What the task requires:
Copy out exactly the line that contains "Turn all roads" and all lines following it to the end of the data.

Stored data:

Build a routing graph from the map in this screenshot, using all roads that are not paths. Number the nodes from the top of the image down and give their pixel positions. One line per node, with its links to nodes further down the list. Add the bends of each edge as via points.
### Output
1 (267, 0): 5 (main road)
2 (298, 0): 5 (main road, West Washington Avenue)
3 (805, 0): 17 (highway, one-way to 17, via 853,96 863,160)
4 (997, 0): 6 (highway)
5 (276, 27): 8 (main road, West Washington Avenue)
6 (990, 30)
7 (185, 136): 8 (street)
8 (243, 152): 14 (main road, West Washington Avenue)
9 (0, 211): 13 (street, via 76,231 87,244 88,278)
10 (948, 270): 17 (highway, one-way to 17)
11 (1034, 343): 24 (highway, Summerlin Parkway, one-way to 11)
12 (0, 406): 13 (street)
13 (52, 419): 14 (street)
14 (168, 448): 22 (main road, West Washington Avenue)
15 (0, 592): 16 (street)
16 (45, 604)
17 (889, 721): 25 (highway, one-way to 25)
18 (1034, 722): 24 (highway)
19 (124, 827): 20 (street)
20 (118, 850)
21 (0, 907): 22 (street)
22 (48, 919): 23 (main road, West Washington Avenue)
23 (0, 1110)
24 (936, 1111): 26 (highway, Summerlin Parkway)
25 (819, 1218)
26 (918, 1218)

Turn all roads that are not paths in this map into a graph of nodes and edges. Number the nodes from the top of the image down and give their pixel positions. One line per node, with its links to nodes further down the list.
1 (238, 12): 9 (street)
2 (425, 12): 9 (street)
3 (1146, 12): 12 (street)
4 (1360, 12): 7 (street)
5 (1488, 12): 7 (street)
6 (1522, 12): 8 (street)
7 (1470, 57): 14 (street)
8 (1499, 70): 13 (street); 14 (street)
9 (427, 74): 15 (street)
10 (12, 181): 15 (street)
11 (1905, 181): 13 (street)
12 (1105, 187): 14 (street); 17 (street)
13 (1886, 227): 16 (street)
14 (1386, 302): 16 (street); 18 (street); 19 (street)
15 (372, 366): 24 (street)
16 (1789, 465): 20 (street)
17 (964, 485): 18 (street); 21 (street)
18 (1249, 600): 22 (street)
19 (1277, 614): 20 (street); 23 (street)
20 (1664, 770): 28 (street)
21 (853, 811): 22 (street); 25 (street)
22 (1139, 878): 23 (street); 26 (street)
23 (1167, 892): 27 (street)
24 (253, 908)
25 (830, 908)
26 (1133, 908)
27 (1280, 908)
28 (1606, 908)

Exercise result:
Turn all roads that are not paths in this map into a graph of nodes and edges. Number the nodes from the top of the image down and give their pixel positions. One line per node, with its links to nodes further down the list.
1 (238, 12): 9 (street)
2 (425, 12): 9 (street)
3 (1146, 12): 12 (street)
4 (1360, 12): 7 (street)
5 (1488, 12): 7 (street)
6 (1522, 12): 8 (street)
7 (1470, 57): 14 (street)
8 (1499, 70): 13 (street); 14 (street)
9 (427, 74): 15 (street)
10 (12, 181): 15 (street)
11 (1905, 181): 13 (street)
12 (1105, 187): 14 (street); 17 (street)
13 (1886, 227): 16 (street)
14 (1386, 302): 16 (street); 18 (street); 19 (street)
15 (372, 366): 24 (street)
16 (1789, 465): 20 (street)
17 (964, 485): 18 (street); 21 (street)
18 (1249, 600): 22 (street)
19 (1277, 614): 20 (street); 23 (street)
20 (1664, 770): 28 (street)
21 (853, 811): 22 (street); 25 (street)
22 (1139, 878): 23 (street); 26 (street)
23 (1167, 892): 27 (street)
24 (253, 908)
25 (830, 908)
26 (1133, 908)
27 (1280, 908)
28 (1606, 908)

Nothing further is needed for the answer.